But rather than writing a 5.000 word story on it, I suggest these videos to you:
(don't let the titles put you off, both sooner or later will make sense in regard to the question you are asking)

Test was run with an overclocked Titan X on 1080p. The card is obviously "weak" by today's standards but it's still about 2x as fast as a 970 would be and should sit around the 1660 ti / 2060 (stock) area in terms of performance. Also they got a lot of CPU test videos similar to this, starting at the 2500 up to the 8700 and everything in between, plus they are putting in and showing proper testing methodology on the topic, which near to no reviewer, including LTT, fails to do, averages mean nothing to actual gaming performance, its simply the fastest way to test)

 

So just watch these and make your own opinion on the subject.

 

 

And as a personal note, game engine & optimisation matters the most for FPS, which is why most reviewers will almost always benchmark the same games. Because, simply put, most games are garbage in these aspects. Including big hits such as fortnite.

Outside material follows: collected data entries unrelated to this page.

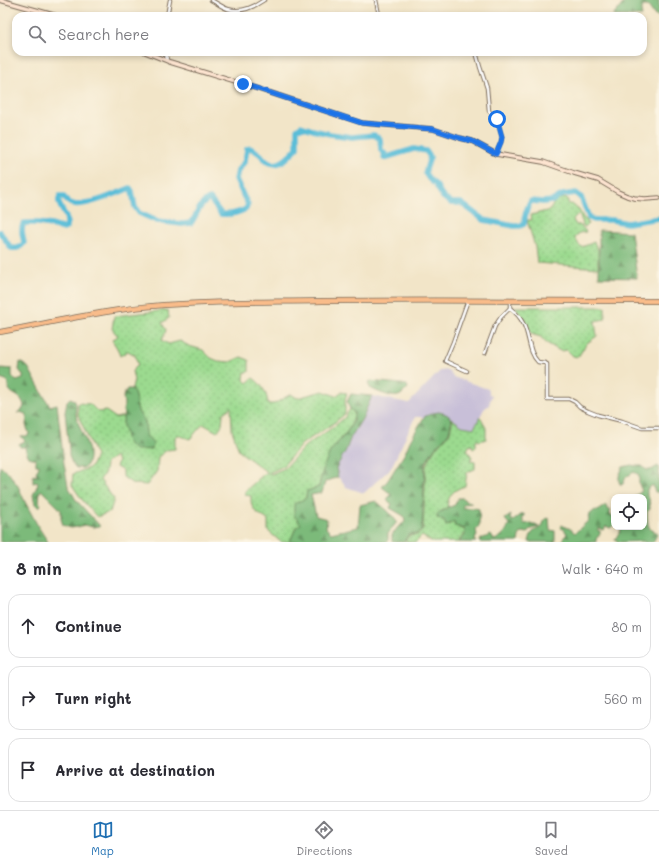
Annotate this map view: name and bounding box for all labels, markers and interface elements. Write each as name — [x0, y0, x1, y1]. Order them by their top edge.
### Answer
search box — [12, 12, 647, 56]
icon: search — [26, 23, 48, 45]
text: Search here — [58, 24, 149, 44]
route end — [234, 75, 252, 93]
route start — [488, 110, 506, 128]
map controls — [611, 494, 647, 530]
button: locate — [611, 494, 647, 530]
text: 8 min — [16, 557, 62, 579]
text: Walk · 640 m — [561, 560, 643, 577]
icon: ahead — [17, 615, 39, 637]
text: Continue — [55, 616, 122, 636]
text: 80 m — [612, 618, 642, 635]
icon: right — [17, 687, 39, 709]
text: Turn right — [55, 688, 132, 708]
text: 560 m — [604, 690, 642, 707]
icon: arrive — [17, 759, 39, 781]
text: Arrive at destination — [55, 760, 215, 780]
tab: Map — [91, 819, 114, 858]
tab: Directions — [296, 819, 352, 858]
tab: Saved — [535, 819, 568, 858]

For example starcraft 2 has an utterly crappy single core based engine, so you wont have high FPS in that game, ever. In fact, you can be happy if you stay at 60 at all times and nothing you can put in your PC will change that. Maybe in 50 years when a single CPU core runs on like 20GHZ but until then, no such luck.
While overwatch on the other hand is very well optimised (so I hear) which should just lead to "minor" difference in the CPU used, unless you try to shoot above 144fps.

But this would lead to the next subject on the matter, which would be that FPS are the least important, it's just the entry “phrase” that people learn. Way more important than FPS are frametimes and even more important than that are stable frame times but that's a whole other topic in itself. (Which again you could learn from both of the tech channels linked above or battlenonsense on YT)

@Nord or quote me if you want me to reply back. I don't necessarily check back or subscribe to every topic.

 

Amdahls law > multicore CPU.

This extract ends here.